Opinion and Viewpoint

WIEGAND: Does Indianapolis suffer from 'economic apartheid'?

October 17, 2009

Mayor Greg Ballard’s plan to demolish abandoned homes is undoubtedly welcome by many in the community who are tired of vacant and abandoned homes and the problems they bring.

Mayor Ballard should be commended for working with the neighborhoods on this problem. However, I see it differently—I see the plan as a sign of failure. I see it as an acknowledgment that our leaders—those whom we elected, business leaders, policy people, and leaders of not-for-profits—have failed us, much in the same way leaders dramatically failed the auto companies, investment banks and mortgage companies.

We understand the macro problem: The greater Indianapolis area has been flooded with far more homes than there are new households.
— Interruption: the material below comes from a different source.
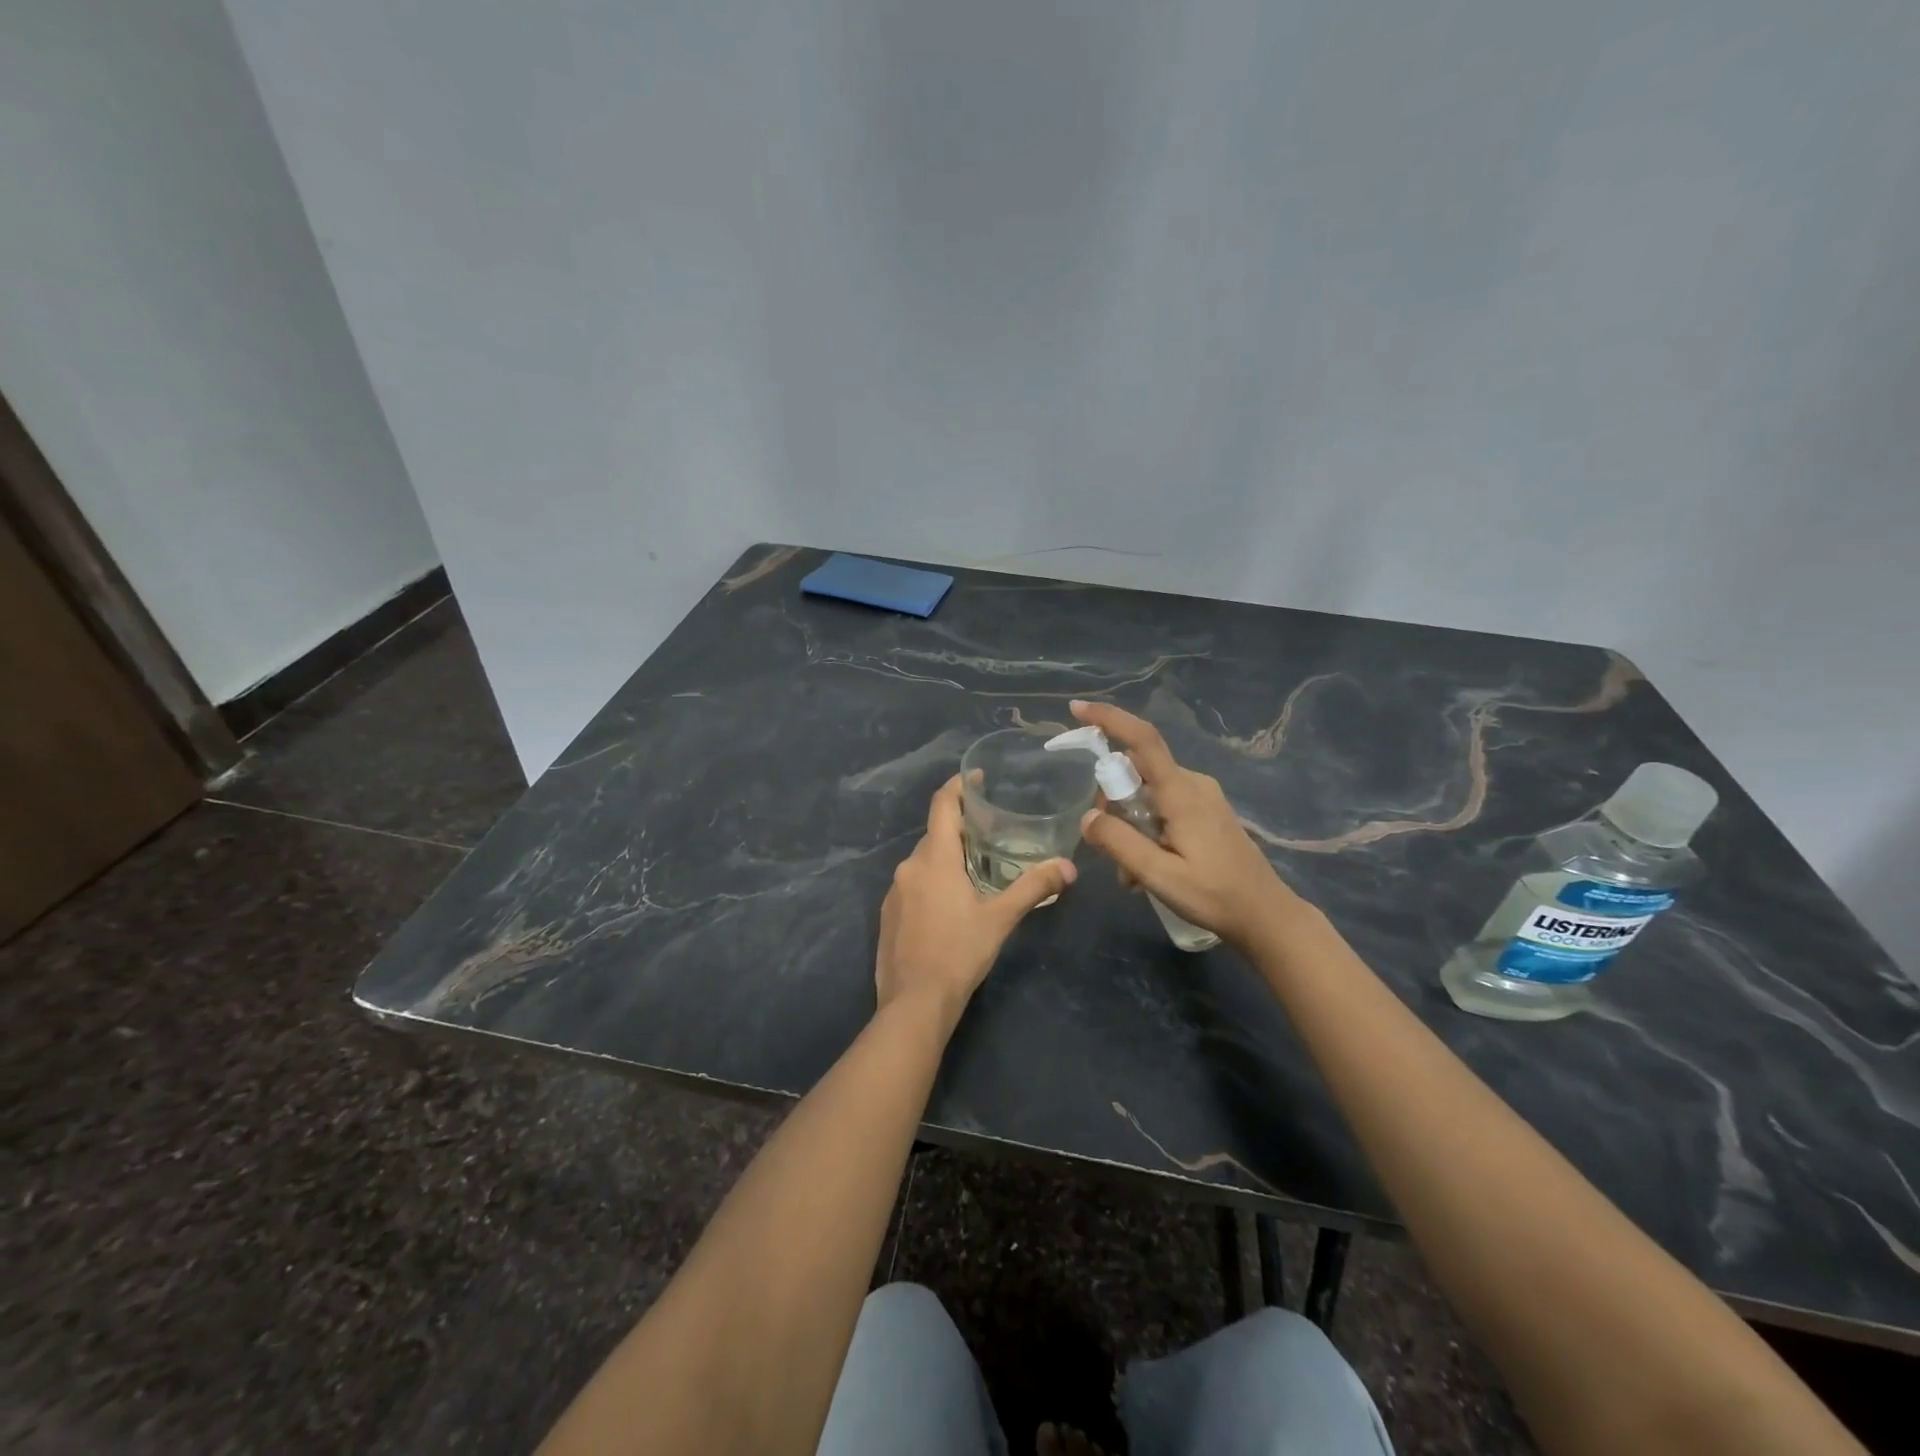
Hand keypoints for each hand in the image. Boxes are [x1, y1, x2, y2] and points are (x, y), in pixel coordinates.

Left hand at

The Brookings Institution noted that 27,500 homes were built between 2000 and 2004 in greater Indianapolis, while the population grew only 3,000. If that pattern held true through 2008, something on the order of 49,000 more homes were built than there were additions to the population.

The result is that we have abandoned entire areas of the city. We aren’t redeveloping those abandoned areas. They have been allowed to become gangrenous and now the mayor is going to spend tax dollars to bulldoze them.

To be fair, this isn’t the current mayor’s fault. For years, our state and local leaders have kicked this problem down the road in hopes that somehow, something would be different. A reasonable person would look at the city of Indianapolis and question its viability in the near term, not to mention the moderate and long term. There isn’t much room for growth in Marion County. There’s virtually no redevelopment of existing property outside the Mile Square, and vast areas are deteriorated, underused and hollowed out.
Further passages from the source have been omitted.